You say that you expect the experts to fix the bad data, but you also say that the experts are not your target audience. If so, why do you expect the experts to take the time to fix something that will never benefit them? Wishful thinking and high principles are fine, but without a tangible benefit why should anyone try to fix your database, or any of the dozens of others that are springing up, each equally optimistic and equally untested?
The concept behind these databases is a noble one, but I for one have been avoiding them, and will continue to, avoid them, because they seem to be quite unreliable. Yours seems no different, and it’s not encouraging to see you misunderstanding Larry’s quite basic and perfectly reasonable point.

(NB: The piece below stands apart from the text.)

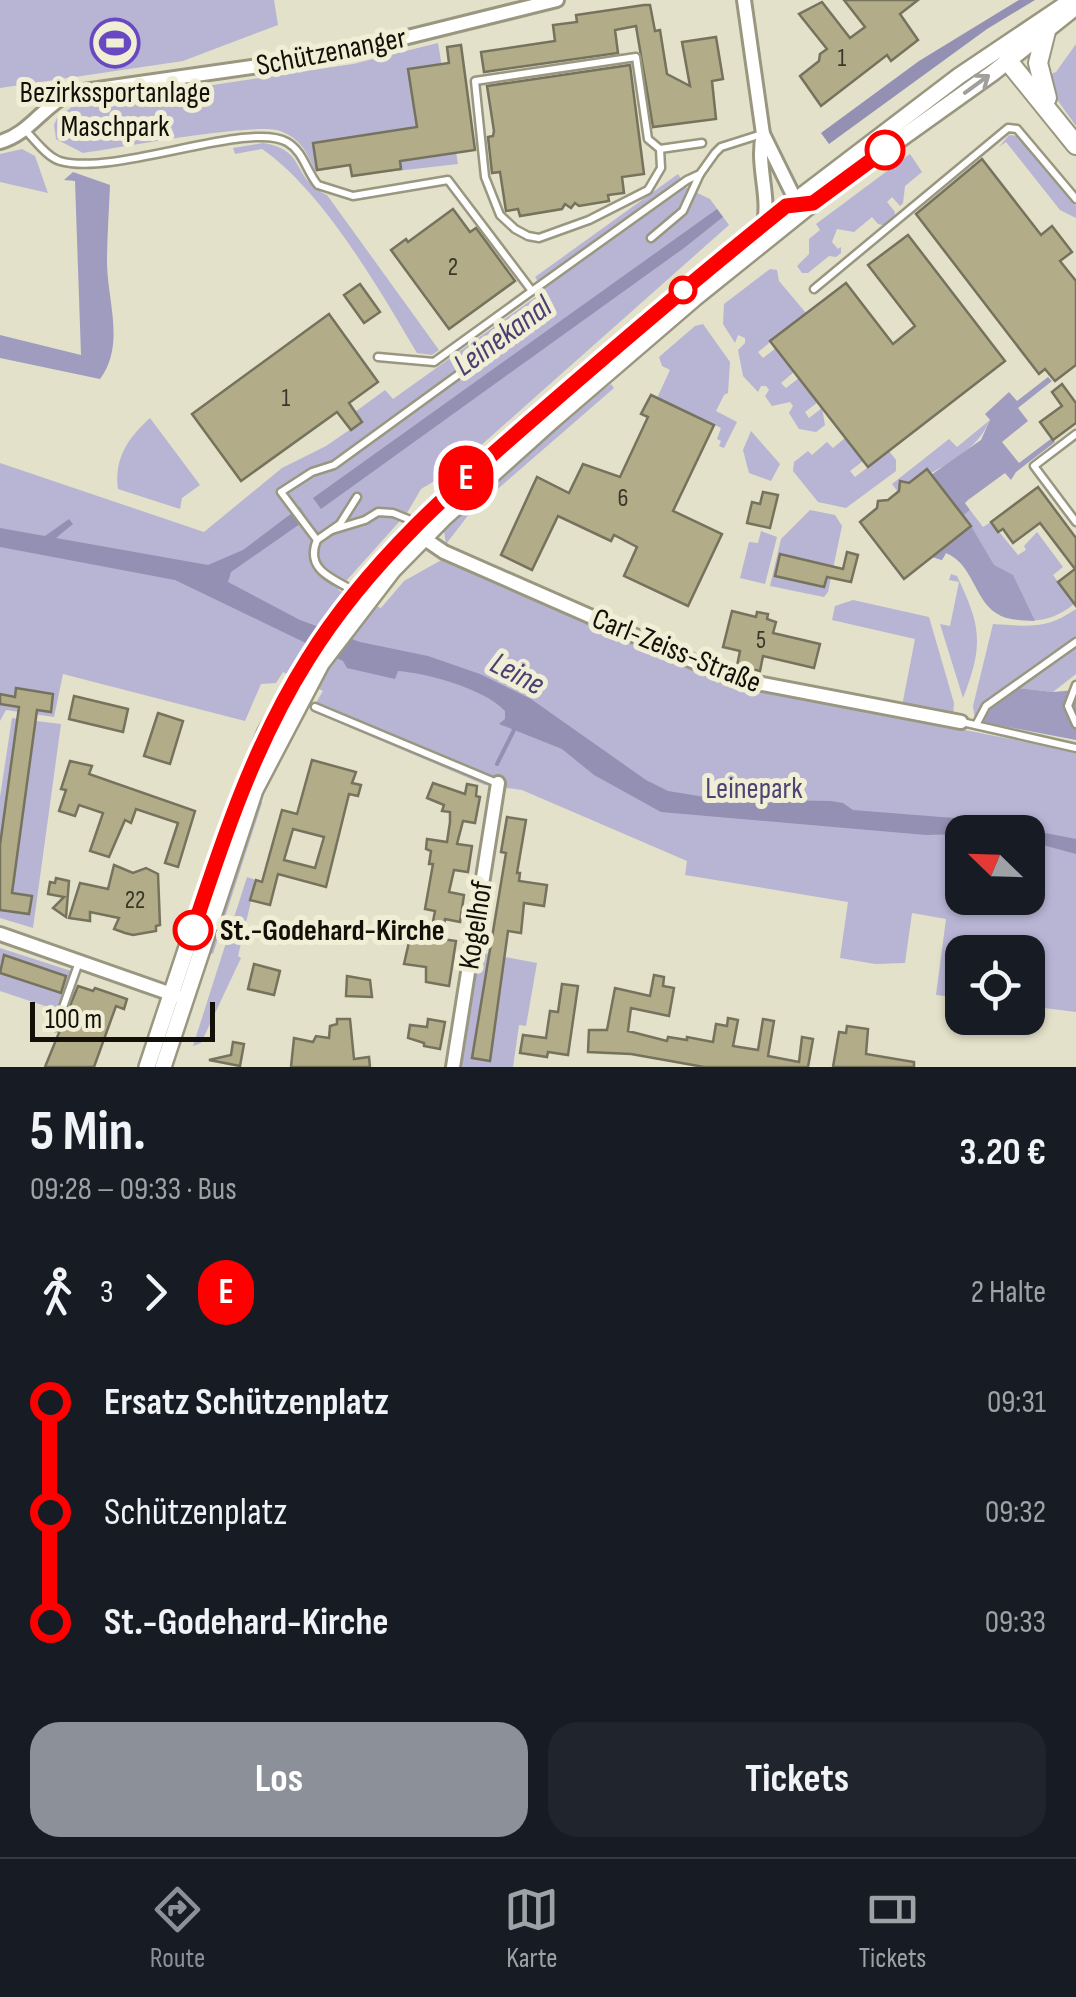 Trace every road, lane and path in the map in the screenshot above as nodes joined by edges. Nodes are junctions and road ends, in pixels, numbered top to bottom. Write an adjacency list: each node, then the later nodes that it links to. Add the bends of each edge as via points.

Ian, thanks for your comment. I think you and Larry are both raising an interesting point about reliability of gene portals and genome-scale databases. Clearly portals have varying degrees of data quality and reliability. And you’re right, users of those databases (including our gene expression data generated in a separate effort) need to critically evaluate the data.

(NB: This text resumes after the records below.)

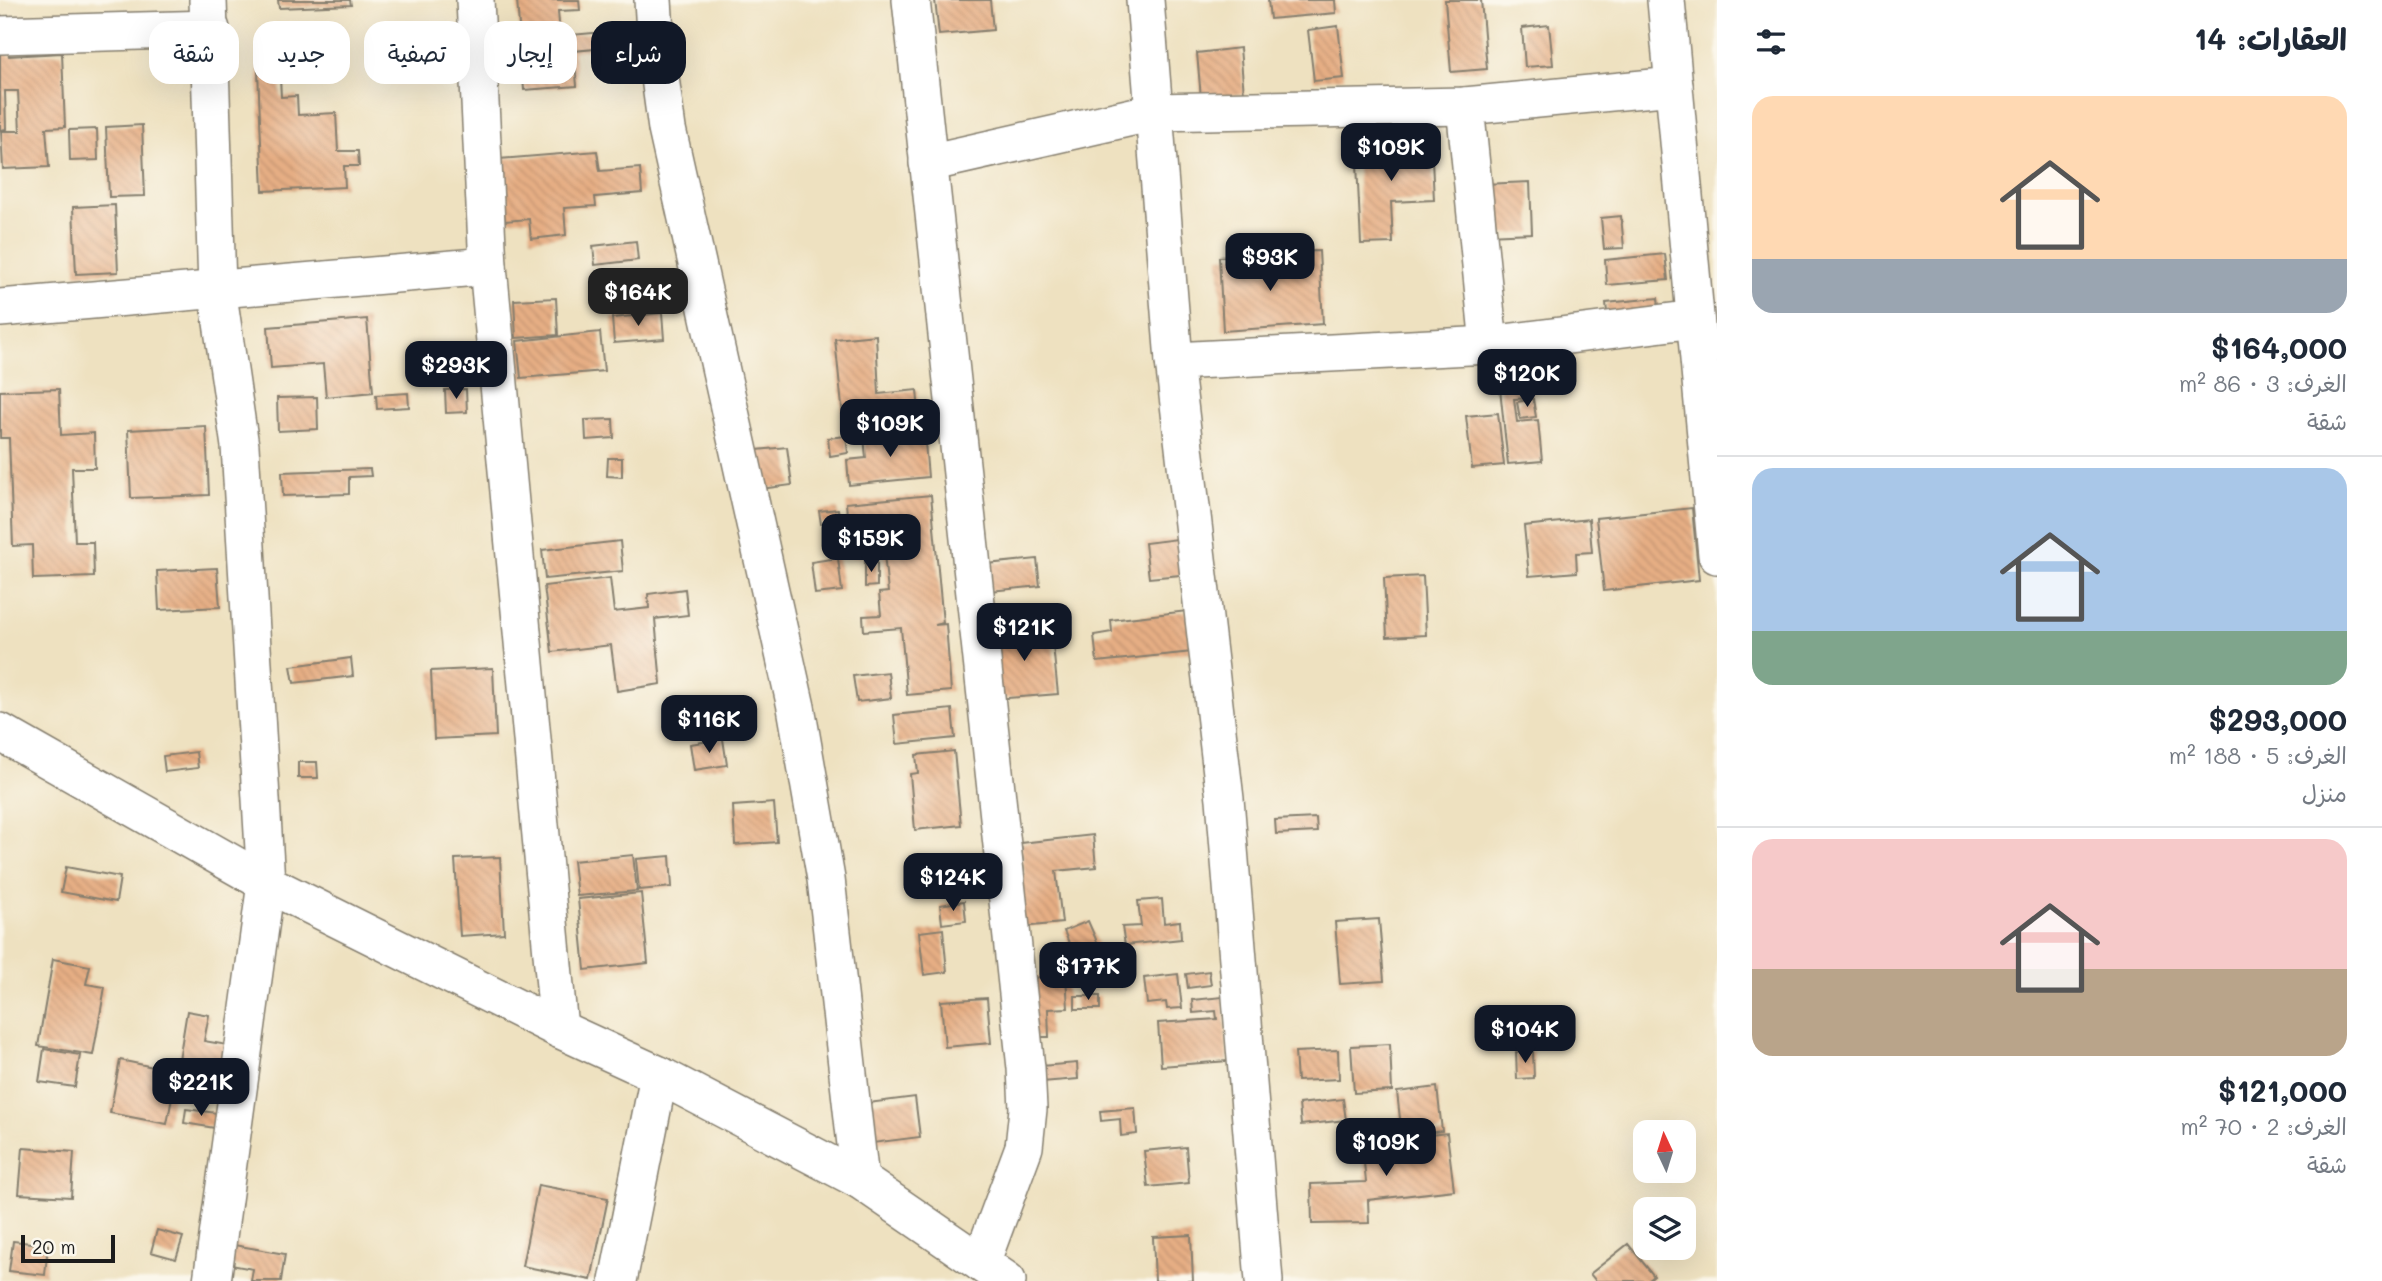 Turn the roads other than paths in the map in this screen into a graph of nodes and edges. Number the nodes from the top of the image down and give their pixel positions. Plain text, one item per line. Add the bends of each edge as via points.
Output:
1 (475, 0) edge
2 (653, 0) edge
3 (911, 0) edge
4 (1145, 0) edge
5 (1666, 0) edge
6 (210, 15) edge
7 (0, 35) edge
8 (1674, 86) junction
9 (1465, 106) junction
10 (1154, 112) junction
11 (928, 163) junction
12 (488, 266) junction
13 (217, 288) junction
14 (0, 308) edge
15 (1695, 318) junction
16 (1489, 345) junction
17 (1174, 361) junction
18 (1717, 555) edge
19 (0, 732) edge
20 (266, 883) junction
21 (559, 1029) junction
22 (659, 1075) junction
23 (860, 1180) junction
24 (994, 1272) edge
25 (212, 1281) edge
26 (618, 1281) edge
27 (1264, 1281) edge

1 - 12 street
2 - 23 street via 667,130 803,747 826,879
3 - 11 street
4 - 10 street
5 - 8 street
6 - 7 street
6 - 13 street
8 - 9 street
8 - 15 street
9 - 10 street
9 - 16 street
10 - 11 street
10 - 17 street
11 - 24 street via 1027,1082 1024,1147
12 - 13 street
12 - 21 street
13 - 14 street
13 - 20 street via 240,446
15 - 16 street
15 - 18 street
16 - 17 street
17 - 27 street via 1226,799
19 - 20 street
20 - 21 street
20 - 25 street
21 - 22 street
22 - 23 street
22 - 26 street
23 - 24 street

But this interesting discussion is tangential to the point of BioGPS.
BioGPS is a content aggregator, in some ways not unlike Google News. We take content sources that our users are already consulting, and providing it in a more convenient and useful form. We also enable other users to both extend and customize the site, and that enables some interesting “social networking” benefits. But ultimately, BioGPS is not about content creation, it’s about content aggregation.
I certainly respect scientists like you and Larry who don’t consult any gene annotation portals. If you don’t believe those sources and don’t need them in your research, then you won’t be using BioGPS. If Larry had said “BioGPS is not useful in my research,” no problems…
But Larry said “I don’t think it’s a very useful database,” period, implying no one would benefit from checking it out. Well, there’s a lot of researchers doing genome-scale science, and they consult gene portals daily. (Have you tried to analyze microarray data without consulting one? Can’t be done…) For those users, we think BioGPS offers many useful advantages.
Again, I’m not pitting data-driven science versus gene-focused science, since both have scientific value. But I do question the relevance of strongly-worded statements by someone from one camp about tools meant for the other camp.
Said another way, I wouldn’t trust a review of a steakhouse by a vegetarian, nor a vegetarian restaurant by a Texan.
Ian,
I will take issue with your and Larry’s interpretation. The information is not wrong. Data are data.
However, the *interpretation* of the data can be misguided. We provided guidelines for interpretation of probe set information in the geneatlas papers — if levels are not sufficiently high, then you are looking at noise and should take the measurements with a grain of salt.
In our two papers, to validate these datasets we did 2000+ RT-PCR experiments (82%+ validation rate), dozens of northern blots and in situs. Also, Tim Hughes group at Toronto did a metaanalysis of their data collected on a different technology and ours and the correlation was incredible. No one has gone as far to validate these datasets as we have. Period. That being said, there is a high false negative rate, which we delve into in the manuscripts. (That is if you bothered to read them.)
To speak to your specific point, that your genes do not display the patterns you expect: individual patterns of gene expression have been validated by hundreds of laboratories for hundreds/thousands of genes — several human disease genes and mouse loci have been cloned using these data. This is all a matter of record — citations — though factual and not subject to happy feely interpretation, they are still useful as a general measure of utility. Hundreds/thousands of happy customers, who got this data free of charge, fully informed, at no cost to the taxpayer.
To bring things back on point, these issues have NOTHING to do with BioGPS other than the atlas sets are one of 50+ datasets you can CHOOSE to aggregate (or NOT). That point seems elusive.